§ What the exercise asks
Could you return each line below without altering a word?

*** Exercise data ***

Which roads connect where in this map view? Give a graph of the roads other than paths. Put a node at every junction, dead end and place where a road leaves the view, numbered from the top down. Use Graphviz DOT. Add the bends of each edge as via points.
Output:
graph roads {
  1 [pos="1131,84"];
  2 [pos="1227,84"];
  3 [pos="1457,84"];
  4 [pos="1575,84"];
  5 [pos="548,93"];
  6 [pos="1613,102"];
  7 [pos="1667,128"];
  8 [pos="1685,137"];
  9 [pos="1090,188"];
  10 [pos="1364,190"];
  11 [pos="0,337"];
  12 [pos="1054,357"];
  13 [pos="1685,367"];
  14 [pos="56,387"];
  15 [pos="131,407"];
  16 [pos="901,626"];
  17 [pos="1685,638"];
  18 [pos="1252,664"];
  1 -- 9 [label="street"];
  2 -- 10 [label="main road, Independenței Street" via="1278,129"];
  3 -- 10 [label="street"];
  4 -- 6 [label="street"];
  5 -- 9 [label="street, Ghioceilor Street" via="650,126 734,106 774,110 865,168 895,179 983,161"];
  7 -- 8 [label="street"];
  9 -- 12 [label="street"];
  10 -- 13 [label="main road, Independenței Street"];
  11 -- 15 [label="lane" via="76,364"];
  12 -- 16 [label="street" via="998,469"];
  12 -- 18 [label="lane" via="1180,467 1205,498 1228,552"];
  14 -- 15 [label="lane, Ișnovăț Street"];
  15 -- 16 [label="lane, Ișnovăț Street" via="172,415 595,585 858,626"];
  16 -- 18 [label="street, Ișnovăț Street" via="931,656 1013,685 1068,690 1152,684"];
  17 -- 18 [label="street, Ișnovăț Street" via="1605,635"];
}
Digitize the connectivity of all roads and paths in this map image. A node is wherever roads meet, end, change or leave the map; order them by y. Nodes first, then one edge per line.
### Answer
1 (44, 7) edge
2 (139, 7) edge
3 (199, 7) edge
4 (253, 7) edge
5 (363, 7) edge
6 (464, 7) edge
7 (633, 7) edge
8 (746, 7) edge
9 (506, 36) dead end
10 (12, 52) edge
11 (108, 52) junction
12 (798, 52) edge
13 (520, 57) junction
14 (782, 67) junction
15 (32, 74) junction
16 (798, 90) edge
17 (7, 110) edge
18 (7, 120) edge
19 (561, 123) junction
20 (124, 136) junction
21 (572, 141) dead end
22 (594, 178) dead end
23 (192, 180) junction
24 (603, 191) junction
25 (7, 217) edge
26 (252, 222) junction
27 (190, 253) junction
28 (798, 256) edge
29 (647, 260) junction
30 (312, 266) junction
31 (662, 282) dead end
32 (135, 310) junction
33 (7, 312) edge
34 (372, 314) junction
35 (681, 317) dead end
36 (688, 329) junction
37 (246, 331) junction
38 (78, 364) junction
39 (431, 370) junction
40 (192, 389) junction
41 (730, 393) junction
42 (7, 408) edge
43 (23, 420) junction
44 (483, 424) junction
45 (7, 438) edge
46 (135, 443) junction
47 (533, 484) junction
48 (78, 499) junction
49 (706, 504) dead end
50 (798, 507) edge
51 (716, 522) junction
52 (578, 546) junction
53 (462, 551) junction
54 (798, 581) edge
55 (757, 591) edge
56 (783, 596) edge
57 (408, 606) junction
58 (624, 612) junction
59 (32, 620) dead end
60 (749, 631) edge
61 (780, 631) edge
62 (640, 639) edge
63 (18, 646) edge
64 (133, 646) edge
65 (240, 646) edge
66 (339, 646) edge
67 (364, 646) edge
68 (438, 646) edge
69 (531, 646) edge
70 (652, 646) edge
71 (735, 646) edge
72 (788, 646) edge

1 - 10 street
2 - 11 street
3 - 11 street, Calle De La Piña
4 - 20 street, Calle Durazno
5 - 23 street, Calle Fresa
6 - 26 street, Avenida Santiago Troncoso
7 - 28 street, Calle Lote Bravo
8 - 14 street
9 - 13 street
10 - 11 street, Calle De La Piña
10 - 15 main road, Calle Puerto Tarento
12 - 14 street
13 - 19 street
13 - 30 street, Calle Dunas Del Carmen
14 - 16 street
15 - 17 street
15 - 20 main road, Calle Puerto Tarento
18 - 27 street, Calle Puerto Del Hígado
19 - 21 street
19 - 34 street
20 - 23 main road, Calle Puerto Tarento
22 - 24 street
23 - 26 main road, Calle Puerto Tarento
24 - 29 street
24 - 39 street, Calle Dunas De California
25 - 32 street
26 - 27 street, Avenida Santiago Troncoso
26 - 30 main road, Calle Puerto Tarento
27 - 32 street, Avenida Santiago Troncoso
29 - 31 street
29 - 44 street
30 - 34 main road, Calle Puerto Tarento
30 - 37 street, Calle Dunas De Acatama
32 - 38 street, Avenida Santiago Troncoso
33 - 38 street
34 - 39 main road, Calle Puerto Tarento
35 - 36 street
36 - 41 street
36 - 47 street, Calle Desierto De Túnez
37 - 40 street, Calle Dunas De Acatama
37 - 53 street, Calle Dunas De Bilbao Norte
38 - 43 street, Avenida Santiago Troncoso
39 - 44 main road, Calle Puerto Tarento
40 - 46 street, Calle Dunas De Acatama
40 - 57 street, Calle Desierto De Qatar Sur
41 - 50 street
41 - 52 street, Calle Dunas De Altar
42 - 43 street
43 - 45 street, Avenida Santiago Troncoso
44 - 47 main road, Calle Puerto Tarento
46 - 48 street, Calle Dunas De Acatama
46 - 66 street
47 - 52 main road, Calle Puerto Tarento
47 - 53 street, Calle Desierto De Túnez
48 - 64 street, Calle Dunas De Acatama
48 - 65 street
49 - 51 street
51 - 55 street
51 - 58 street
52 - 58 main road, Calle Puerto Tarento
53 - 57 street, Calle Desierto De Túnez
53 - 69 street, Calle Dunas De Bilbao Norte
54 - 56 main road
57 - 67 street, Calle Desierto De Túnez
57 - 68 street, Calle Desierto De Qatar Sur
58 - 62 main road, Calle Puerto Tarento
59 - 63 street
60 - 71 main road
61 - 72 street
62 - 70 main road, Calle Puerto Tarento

*** End of Exercise data ***

§ Task response
Which roads connect where in this map view? Give a graph of the roads other than paths. Put a node at every junction, dead end and place where a road leaves the view, numbered from the top down. Use Graphviz DOT. Add the bends of each edge as via points.
Output:
graph roads {
  1 [pos="1131,84"];
  2 [pos="1227,84"];
  3 [pos="1457,84"];
  4 [pos="1575,84"];
  5 [pos="548,93"];
  6 [pos="1613,102"];
  7 [pos="1667,128"];
  8 [pos="1685,137"];
  9 [pos="1090,188"];
  10 [pos="1364,190"];
  11 [pos="0,337"];
  12 [pos="1054,357"];
  13 [pos="1685,367"];
  14 [pos="56,387"];
  15 [pos="131,407"];
  16 [pos="901,626"];
  17 [pos="1685,638"];
  18 [pos="1252,664"];
  1 -- 9 [label="street"];
  2 -- 10 [label="main road, Independenței Street" via="1278,129"];
  3 -- 10 [label="street"];
  4 -- 6 [label="street"];
  5 -- 9 [label="street, Ghioceilor Street" via="650,126 734,106 774,110 865,168 895,179 983,161"];
  7 -- 8 [label="street"];
  9 -- 12 [label="street"];
  10 -- 13 [label="main road, Independenței Street"];
  11 -- 15 [label="lane" via="76,364"];
  12 -- 16 [label="street" via="998,469"];
  12 -- 18 [label="lane" via="1180,467 1205,498 1228,552"];
  14 -- 15 [label="lane, Ișnovăț Street"];
  15 -- 16 [label="lane, Ișnovăț Street" via="172,415 595,585 858,626"];
  16 -- 18 [label="street, Ișnovăț Street" via="931,656 1013,685 1068,690 1152,684"];
  17 -- 18 [label="street, Ișnovăț Street" via="1605,635"];
}
Digitize the connectivity of all roads and paths in this map image. A node is wherever roads meet, end, change or leave the map; order them by y. Nodes first, then one edge per line.
### Answer
1 (44, 7) edge
2 (139, 7) edge
3 (199, 7) edge
4 (253, 7) edge
5 (363, 7) edge
6 (464, 7) edge
7 (633, 7) edge
8 (746, 7) edge
9 (506, 36) dead end
10 (12, 52) edge
11 (108, 52) junction
12 (798, 52) edge
13 (520, 57) junction
14 (782, 67) junction
15 (32, 74) junction
16 (798, 90) edge
17 (7, 110) edge
18 (7, 120) edge
19 (561, 123) junction
20 (124, 136) junction
21 (572, 141) dead end
22 (594, 178) dead end
23 (192, 180) junction
24 (603, 191) junction
25 (7, 217) edge
26 (252, 222) junction
27 (190, 253) junction
28 (798, 256) edge
29 (647, 260) junction
30 (312, 266) junction
31 (662, 282) dead end
32 (135, 310) junction
33 (7, 312) edge
34 (372, 314) junction
35 (681, 317) dead end
36 (688, 329) junction
37 (246, 331) junction
38 (78, 364) junction
39 (431, 370) junction
40 (192, 389) junction
41 (730, 393) junction
42 (7, 408) edge
43 (23, 420) junction
44 (483, 424) junction
45 (7, 438) edge
46 (135, 443) junction
47 (533, 484) junction
48 (78, 499) junction
49 (706, 504) dead end
50 (798, 507) edge
51 (716, 522) junction
52 (578, 546) junction
53 (462, 551) junction
54 (798, 581) edge
55 (757, 591) edge
56 (783, 596) edge
57 (408, 606) junction
58 (624, 612) junction
59 (32, 620) dead end
60 (749, 631) edge
61 (780, 631) edge
62 (640, 639) edge
63 (18, 646) edge
64 (133, 646) edge
65 (240, 646) edge
66 (339, 646) edge
67 (364, 646) edge
68 (438, 646) edge
69 (531, 646) edge
70 (652, 646) edge
71 (735, 646) edge
72 (788, 646) edge

1 - 10 street
2 - 11 street
3 - 11 street, Calle De La Piña
4 - 20 street, Calle Durazno
5 - 23 street, Calle Fresa
6 - 26 street, Avenida Santiago Troncoso
7 - 28 street, Calle Lote Bravo
8 - 14 street
9 - 13 street
10 - 11 street, Calle De La Piña
10 - 15 main road, Calle Puerto Tarento
12 - 14 street
13 - 19 street
13 - 30 street, Calle Dunas Del Carmen
14 - 16 street
15 - 17 street
15 - 20 main road, Calle Puerto Tarento
18 - 27 street, Calle Puerto Del Hígado
19 - 21 street
19 - 34 street
20 - 23 main road, Calle Puerto Tarento
22 - 24 street
23 - 26 main road, Calle Puerto Tarento
24 - 29 street
24 - 39 street, Calle Dunas De California
25 - 32 street
26 - 27 street, Avenida Santiago Troncoso
26 - 30 main road, Calle Puerto Tarento
27 - 32 street, Avenida Santiago Troncoso
29 - 31 street
29 - 44 street
30 - 34 main road, Calle Puerto Tarento
30 - 37 street, Calle Dunas De Acatama
32 - 38 street, Avenida Santiago Troncoso
33 - 38 street
34 - 39 main road, Calle Puerto Tarento
35 - 36 street
36 - 41 street
36 - 47 street, Calle Desierto De Túnez
37 - 40 street, Calle Dunas De Acatama
37 - 53 street, Calle Dunas De Bilbao Norte
38 - 43 street, Avenida Santiago Troncoso
39 - 44 main road, Calle Puerto Tarento
40 - 46 street, Calle Dunas De Acatama
40 - 57 street, Calle Desierto De Qatar Sur
41 - 50 street
41 - 52 street, Calle Dunas De Altar
42 - 43 street
43 - 45 street, Avenida Santiago Troncoso
44 - 47 main road, Calle Puerto Tarento
46 - 48 street, Calle Dunas De Acatama
46 - 66 street
47 - 52 main road, Calle Puerto Tarento
47 - 53 street, Calle Desierto De Túnez
48 - 64 street, Calle Dunas De Acatama
48 - 65 street
49 - 51 street
51 - 55 street
51 - 58 street
52 - 58 main road, Calle Puerto Tarento
53 - 57 street, Calle Desierto De Túnez
53 - 69 street, Calle Dunas De Bilbao Norte
54 - 56 main road
57 - 67 street, Calle Desierto De Túnez
57 - 68 street, Calle Desierto De Qatar Sur
58 - 62 main road, Calle Puerto Tarento
59 - 63 street
60 - 71 main road
61 - 72 street
62 - 70 main road, Calle Puerto Tarento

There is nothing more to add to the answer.